WORK INSTRUCTION:
Below are records; work out how many of their lines hold the string "controls" and give that number alone.
-- DATA TO EXAMINE follows --
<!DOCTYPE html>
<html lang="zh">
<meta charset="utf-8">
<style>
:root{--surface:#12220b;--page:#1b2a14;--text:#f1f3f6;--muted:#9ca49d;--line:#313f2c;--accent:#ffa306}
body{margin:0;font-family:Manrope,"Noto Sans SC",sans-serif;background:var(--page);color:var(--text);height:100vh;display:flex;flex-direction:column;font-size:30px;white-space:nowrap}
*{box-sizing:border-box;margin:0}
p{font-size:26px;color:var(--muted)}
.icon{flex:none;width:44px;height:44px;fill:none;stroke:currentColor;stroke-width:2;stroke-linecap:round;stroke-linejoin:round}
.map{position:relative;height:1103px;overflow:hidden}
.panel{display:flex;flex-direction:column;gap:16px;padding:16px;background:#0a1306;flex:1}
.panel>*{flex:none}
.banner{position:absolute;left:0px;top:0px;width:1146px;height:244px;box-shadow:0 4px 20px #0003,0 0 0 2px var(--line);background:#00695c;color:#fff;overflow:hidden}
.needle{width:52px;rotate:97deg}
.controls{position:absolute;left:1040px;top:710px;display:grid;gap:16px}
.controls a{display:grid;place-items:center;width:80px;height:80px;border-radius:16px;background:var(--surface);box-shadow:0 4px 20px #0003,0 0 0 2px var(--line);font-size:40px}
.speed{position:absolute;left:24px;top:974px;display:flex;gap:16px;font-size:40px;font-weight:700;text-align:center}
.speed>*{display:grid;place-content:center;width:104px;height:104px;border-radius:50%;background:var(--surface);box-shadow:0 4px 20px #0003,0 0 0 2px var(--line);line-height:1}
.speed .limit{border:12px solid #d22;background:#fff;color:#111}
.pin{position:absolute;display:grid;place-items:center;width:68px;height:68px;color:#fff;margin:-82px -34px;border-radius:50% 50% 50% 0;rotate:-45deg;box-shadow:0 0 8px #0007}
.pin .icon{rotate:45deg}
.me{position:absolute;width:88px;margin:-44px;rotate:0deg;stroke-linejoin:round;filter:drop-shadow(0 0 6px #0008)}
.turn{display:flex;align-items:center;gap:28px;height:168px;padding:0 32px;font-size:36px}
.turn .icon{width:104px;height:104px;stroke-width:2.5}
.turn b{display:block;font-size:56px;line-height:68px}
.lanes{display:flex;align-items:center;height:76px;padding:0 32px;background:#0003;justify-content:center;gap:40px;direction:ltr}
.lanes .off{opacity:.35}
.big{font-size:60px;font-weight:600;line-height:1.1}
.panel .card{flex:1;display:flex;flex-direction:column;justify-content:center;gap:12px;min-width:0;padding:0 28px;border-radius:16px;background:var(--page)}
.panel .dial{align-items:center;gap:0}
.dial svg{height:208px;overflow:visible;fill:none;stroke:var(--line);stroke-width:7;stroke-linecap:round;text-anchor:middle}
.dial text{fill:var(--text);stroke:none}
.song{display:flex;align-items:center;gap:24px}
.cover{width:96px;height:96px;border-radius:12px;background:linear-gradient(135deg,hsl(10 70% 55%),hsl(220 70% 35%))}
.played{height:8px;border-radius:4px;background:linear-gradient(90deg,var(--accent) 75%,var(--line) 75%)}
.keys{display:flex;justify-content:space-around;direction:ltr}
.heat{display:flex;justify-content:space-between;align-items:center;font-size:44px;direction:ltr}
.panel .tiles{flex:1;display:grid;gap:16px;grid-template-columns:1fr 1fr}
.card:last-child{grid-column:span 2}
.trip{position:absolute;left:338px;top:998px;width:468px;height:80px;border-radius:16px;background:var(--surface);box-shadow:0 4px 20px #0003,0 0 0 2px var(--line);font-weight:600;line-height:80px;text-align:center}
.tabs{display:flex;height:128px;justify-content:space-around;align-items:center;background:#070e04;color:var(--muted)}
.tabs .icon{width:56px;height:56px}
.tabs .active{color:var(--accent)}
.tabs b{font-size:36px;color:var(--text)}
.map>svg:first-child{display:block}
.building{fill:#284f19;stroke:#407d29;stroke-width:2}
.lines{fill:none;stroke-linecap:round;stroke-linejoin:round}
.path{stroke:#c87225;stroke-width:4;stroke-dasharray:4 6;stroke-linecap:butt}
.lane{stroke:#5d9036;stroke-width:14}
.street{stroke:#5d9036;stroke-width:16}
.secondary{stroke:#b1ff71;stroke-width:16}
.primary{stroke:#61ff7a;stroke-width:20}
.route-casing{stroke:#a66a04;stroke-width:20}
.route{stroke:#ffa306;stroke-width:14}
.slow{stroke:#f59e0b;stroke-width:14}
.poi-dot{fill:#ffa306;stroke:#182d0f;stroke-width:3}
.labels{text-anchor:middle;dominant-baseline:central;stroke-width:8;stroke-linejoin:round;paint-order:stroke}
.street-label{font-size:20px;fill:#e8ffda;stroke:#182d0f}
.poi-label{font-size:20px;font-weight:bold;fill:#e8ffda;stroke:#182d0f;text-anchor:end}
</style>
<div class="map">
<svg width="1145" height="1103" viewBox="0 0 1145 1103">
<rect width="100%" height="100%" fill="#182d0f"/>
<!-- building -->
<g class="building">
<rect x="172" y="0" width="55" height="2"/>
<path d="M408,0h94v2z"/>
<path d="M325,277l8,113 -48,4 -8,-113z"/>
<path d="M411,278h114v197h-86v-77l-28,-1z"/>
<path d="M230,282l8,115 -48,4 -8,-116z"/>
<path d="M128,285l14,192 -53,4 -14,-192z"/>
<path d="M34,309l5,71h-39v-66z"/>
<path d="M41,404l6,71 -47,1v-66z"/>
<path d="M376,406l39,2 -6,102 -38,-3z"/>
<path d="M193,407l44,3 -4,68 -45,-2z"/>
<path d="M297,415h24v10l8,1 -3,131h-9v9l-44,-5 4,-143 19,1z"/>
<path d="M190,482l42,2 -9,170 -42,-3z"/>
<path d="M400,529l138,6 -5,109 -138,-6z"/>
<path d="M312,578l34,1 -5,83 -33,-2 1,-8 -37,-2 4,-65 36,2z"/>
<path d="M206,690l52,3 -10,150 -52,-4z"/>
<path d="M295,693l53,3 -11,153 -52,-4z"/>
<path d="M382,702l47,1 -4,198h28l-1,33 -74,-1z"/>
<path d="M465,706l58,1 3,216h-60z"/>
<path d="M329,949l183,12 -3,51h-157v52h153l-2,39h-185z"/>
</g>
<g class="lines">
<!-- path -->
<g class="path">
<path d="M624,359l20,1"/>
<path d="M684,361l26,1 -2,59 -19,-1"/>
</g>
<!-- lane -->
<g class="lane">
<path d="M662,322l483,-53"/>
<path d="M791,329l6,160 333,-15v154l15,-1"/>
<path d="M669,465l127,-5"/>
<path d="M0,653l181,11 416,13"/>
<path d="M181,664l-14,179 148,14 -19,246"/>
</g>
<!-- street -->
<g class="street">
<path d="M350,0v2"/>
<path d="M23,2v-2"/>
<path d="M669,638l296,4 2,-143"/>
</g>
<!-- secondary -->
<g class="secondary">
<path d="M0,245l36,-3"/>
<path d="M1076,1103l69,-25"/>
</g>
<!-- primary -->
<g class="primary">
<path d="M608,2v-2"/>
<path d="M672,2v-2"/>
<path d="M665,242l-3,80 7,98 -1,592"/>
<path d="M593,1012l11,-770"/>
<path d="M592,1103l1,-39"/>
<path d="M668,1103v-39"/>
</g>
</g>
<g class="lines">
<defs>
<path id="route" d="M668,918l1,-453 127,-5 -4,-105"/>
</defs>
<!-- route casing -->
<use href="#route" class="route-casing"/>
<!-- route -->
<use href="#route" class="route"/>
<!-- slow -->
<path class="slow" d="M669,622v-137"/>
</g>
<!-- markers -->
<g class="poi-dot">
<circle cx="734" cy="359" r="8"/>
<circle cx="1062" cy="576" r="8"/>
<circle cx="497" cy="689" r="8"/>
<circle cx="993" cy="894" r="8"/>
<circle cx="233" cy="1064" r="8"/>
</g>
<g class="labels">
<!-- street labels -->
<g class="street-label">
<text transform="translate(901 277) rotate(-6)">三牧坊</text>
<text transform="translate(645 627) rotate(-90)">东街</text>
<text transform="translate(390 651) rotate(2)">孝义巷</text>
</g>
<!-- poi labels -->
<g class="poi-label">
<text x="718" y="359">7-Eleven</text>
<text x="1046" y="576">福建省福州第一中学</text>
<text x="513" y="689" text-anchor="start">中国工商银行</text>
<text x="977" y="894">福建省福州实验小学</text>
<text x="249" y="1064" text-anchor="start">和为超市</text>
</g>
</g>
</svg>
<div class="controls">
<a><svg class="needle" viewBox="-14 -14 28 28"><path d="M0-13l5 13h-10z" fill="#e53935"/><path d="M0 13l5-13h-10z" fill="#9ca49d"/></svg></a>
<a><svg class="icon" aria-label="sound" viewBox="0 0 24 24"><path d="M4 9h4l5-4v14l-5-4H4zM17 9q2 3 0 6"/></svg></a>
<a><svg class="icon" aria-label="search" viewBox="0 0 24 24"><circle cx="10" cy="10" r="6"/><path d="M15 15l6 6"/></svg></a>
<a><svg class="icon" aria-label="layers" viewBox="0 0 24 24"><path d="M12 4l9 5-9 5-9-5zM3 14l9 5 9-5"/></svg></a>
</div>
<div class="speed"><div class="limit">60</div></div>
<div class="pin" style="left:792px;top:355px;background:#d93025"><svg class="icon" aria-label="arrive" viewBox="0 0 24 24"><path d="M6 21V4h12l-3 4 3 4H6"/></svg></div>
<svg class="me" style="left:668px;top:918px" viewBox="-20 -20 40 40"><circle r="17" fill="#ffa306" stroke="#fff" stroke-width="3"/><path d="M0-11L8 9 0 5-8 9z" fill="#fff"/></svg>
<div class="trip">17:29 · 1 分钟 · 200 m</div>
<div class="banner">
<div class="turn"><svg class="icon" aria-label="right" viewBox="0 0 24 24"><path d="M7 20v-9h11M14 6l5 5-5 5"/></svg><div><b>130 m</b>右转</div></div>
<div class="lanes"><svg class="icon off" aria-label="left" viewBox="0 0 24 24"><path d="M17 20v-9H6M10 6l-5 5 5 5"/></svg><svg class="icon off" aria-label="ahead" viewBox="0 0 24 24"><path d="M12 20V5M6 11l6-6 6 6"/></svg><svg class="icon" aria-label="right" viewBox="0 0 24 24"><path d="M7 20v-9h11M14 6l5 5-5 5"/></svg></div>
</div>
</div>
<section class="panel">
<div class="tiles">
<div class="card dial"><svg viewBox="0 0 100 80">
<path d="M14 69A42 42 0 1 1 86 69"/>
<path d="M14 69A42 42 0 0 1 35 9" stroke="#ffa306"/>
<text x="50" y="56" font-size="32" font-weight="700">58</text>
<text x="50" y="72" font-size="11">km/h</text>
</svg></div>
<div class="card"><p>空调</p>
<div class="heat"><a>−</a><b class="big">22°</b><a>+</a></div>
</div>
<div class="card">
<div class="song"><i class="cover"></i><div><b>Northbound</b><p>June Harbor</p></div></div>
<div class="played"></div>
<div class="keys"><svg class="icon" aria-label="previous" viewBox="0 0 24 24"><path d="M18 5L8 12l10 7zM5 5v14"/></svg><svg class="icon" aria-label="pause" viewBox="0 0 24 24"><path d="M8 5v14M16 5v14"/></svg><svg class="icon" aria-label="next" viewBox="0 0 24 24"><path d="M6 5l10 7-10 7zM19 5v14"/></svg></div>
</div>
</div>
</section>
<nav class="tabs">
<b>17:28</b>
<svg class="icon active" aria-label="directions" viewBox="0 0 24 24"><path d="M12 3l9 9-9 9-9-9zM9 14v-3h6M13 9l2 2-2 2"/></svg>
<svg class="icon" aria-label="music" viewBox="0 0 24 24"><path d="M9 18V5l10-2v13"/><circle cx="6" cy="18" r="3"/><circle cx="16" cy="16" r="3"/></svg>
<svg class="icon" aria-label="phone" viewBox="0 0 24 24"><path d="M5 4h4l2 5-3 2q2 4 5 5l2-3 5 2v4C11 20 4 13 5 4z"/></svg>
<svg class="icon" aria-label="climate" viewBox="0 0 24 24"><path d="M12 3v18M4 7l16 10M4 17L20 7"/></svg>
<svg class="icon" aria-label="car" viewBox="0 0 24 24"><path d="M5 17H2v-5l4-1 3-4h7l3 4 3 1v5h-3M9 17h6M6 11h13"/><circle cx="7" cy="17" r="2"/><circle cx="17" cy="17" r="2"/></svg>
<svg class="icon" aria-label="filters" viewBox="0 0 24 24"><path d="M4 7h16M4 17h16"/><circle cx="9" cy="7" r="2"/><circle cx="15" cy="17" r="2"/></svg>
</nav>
-- DATA TO EXAMINE concluded --
RESULT FOR THIS TASK:
3